4. Turn The Scales

17.4K 1.1K 21
                                    

•••

Gavi

Menceraikan Shiren?

Suasana begitu hening usai papa mengatakan itu. Aku melirik Shiren yang terlihat terkejut. Perintah papa memang sesuai rencanaku dahulu. Tidak dipungkiri, aku dulu juga berencana menceraikan Shiren. Namun, entah kenapa sekarang aku malah tidak suka dengan rencana itu.

Tiba-tiba aku teringat dengan semua ucapan Shiren. Ketika dia meminta maaf atas wasiat ayahnya, ketika dia berterima kasih padaku yang mau mengurusnya. Seketika aku merasa bersalah. Aku lah yang telah merenggut segalanya dari Shiren. Aku membohonginya. Jika aku tidak menabrak ayahnya hari itu, mungkin sekarang dia tidak akan menderita seperti ini.

Kalau aku menceraikan Shiren, maka dia pasti akan sendirian. Dia akan menderita lagi dan mungkin akan lebih parah. Membayangkan wanita mungil sepertinya hidup sendirian, membuatku merasa sesak. Aku merasa harus melindunginya. Harus menjaganya. Sejujurnya aku juga tidak mengerti mengapa perasaan aneh ini tiba-tiba mendatangiku.

Meski gemetar tetap kurasakan kala berhadapan dengan papa, aku memberanikan diri berkata, "Aku nggak bisa."

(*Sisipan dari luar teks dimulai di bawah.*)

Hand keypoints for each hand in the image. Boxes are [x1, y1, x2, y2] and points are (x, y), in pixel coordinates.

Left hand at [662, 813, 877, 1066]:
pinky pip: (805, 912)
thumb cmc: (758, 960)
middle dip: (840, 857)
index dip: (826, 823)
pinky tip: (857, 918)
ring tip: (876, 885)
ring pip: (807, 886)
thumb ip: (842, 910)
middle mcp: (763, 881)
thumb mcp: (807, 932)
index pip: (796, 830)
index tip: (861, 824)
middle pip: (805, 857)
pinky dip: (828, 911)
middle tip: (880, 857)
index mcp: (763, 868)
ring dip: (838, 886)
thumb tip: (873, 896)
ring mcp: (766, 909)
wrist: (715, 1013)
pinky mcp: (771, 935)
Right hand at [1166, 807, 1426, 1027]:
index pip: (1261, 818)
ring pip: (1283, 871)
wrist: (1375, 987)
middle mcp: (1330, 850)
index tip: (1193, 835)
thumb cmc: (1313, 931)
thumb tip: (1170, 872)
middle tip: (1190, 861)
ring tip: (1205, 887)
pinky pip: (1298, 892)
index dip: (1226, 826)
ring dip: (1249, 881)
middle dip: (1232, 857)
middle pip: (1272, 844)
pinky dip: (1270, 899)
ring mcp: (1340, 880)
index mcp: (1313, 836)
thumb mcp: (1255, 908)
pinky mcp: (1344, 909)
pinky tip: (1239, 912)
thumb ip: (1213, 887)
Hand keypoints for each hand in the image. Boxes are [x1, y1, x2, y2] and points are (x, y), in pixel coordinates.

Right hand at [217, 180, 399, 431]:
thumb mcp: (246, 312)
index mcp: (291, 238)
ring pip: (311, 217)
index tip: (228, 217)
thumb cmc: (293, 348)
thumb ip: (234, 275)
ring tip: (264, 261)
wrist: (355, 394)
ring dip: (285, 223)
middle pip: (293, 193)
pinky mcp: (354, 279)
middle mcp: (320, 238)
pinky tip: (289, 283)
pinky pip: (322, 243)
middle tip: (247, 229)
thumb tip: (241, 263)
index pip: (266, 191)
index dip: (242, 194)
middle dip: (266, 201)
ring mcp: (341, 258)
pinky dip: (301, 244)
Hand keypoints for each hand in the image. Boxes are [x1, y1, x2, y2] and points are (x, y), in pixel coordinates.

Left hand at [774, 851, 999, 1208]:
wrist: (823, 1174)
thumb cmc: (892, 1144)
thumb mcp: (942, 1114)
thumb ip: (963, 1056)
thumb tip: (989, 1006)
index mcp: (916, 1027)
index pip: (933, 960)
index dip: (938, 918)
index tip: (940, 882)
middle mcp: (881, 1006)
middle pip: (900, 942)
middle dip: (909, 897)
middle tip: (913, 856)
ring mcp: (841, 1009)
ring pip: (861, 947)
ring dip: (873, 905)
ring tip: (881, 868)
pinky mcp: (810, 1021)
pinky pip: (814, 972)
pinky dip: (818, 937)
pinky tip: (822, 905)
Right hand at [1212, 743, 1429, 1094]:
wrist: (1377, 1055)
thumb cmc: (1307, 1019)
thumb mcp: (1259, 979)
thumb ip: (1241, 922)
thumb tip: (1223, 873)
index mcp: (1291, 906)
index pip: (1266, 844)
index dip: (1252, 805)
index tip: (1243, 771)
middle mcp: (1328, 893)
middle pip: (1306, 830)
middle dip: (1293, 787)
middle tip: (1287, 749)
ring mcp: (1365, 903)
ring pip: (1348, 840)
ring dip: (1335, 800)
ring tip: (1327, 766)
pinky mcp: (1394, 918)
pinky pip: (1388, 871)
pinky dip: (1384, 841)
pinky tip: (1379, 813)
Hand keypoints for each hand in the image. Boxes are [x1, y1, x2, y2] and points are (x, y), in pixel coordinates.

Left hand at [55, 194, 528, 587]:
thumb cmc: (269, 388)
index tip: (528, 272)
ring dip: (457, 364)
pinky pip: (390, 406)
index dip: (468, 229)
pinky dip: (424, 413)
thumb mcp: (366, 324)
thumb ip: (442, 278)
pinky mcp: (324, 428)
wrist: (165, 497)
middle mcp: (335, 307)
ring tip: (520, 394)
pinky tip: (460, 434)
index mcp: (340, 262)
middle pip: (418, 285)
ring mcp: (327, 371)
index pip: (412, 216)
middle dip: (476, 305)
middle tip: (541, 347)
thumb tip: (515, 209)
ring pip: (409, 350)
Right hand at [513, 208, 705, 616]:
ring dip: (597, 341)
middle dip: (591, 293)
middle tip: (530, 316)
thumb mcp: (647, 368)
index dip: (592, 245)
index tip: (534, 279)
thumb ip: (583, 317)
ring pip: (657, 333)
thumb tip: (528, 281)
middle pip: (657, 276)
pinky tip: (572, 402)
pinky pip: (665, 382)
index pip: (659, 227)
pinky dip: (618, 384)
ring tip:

"Gav!" Papa meneriakiku. "Kamu tahu nggak kalau dampak pernikahan diam-diam ini serius banget buat karir Papa?!"

Tanganku mengepal erat. Aku takut dan cemas. Namun, aku juga tidak bisa menuruti keinginan papa. Terlebih aku juga merasa tidak enak pada Shiren yang mendengar semua ini. Entah apa yang perempuan itu rasakan sekarang.

"Pokoknya Papa minta cepet ceraiin gadis itu. Papa nggak mau tahu. Jangan sampai ada yang tahu tentang semua ini." Papa mengembuskan napasnya kesal. "Pernikahan kamu ini bisa merusak citra Papa sebagai anggota DPRD."

Walaupun dengan jantung yang berdebar-debar, aku tetap berusaha menolak keinginan papa. "Aku nggak mau, Pa."

Mataku terpejam. Aku sangat cemas dengan reaksi papa. Beliau adalah orang yang keras. Bahkan terkadang beliau menggunakan cara ekstrem untuk mendidik anaknya.

Papa tertawa hambar. Sudah aku duga. Kali ini pun aku tidak akan selamat dari amukannya. "Sini kamu!"

Mendengar itu, mataku langsung memejam erat. Bahkan belum sempat kakiku melangkah padanya, papa sudah lebih dulu memukul pipiku. Tubuhku sampai jatuh tersungkur.

"Papa!" Mama berteriak ketakutan. Sementara Shiren dengan sigap hendak menolongku.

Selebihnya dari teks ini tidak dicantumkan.